(Input for this task)
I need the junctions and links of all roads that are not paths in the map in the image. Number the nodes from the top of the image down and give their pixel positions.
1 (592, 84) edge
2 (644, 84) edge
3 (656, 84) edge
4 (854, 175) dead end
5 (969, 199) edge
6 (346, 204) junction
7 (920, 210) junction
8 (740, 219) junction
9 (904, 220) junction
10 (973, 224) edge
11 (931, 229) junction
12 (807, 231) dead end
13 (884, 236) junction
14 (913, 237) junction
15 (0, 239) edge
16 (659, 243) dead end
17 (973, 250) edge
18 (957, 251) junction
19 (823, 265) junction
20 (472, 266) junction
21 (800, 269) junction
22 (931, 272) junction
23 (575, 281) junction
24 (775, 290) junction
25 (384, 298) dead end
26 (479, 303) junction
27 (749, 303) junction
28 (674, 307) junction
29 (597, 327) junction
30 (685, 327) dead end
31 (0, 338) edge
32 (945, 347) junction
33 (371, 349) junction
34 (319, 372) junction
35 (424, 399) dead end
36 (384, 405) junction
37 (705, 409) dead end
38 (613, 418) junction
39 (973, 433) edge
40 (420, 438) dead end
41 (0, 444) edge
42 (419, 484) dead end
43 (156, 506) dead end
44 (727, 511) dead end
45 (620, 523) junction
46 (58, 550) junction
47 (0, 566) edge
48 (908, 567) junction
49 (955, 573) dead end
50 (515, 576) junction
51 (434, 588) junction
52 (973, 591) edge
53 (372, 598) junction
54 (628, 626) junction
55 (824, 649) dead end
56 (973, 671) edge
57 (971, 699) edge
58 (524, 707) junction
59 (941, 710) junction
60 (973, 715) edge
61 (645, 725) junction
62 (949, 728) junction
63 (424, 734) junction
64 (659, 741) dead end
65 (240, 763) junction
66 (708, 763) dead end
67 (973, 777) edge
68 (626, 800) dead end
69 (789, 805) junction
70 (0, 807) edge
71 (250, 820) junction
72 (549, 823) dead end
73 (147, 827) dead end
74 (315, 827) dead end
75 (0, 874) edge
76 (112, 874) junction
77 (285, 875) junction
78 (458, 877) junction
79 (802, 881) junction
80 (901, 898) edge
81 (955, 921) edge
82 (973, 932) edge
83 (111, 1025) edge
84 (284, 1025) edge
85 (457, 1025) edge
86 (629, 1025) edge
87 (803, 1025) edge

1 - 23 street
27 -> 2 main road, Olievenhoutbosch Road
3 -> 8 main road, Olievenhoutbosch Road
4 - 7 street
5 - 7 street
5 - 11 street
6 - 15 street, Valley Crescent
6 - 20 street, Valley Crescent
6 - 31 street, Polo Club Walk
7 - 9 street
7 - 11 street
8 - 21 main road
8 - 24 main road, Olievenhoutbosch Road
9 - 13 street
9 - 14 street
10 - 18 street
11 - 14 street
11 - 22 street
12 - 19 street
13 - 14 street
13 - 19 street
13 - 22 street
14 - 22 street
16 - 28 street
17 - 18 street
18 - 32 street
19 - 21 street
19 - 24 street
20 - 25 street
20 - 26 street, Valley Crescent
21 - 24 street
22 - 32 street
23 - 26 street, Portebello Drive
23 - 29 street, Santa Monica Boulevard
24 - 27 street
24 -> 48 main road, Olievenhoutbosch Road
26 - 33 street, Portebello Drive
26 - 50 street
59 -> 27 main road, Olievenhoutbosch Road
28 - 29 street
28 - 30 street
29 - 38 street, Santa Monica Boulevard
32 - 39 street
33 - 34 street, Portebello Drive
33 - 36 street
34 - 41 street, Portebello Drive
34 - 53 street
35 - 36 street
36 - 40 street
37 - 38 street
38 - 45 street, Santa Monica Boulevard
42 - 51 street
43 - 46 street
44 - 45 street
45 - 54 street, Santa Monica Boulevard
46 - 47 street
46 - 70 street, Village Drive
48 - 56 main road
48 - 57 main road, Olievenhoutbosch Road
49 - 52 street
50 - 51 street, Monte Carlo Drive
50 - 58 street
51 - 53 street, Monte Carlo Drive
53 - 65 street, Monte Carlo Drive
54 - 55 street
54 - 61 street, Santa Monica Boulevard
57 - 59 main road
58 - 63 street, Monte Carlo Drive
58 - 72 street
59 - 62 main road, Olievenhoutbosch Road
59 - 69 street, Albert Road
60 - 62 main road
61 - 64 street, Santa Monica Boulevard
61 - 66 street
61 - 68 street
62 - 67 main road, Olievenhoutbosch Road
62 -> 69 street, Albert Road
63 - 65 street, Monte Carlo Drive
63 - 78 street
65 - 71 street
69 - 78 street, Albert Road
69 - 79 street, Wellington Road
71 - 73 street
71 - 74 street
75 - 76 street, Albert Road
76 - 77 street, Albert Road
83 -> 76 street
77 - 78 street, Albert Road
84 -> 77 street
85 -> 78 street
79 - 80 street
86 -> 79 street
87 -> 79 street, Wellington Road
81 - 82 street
(End Input for this task)
Exercise aim — The required output is a copy of each line in the records where the string "Portebello" occurs.

Answer to the problem —
23 - 26 street, Portebello Drive
26 - 33 street, Portebello Drive
33 - 34 street, Portebello Drive
34 - 41 street, Portebello Drive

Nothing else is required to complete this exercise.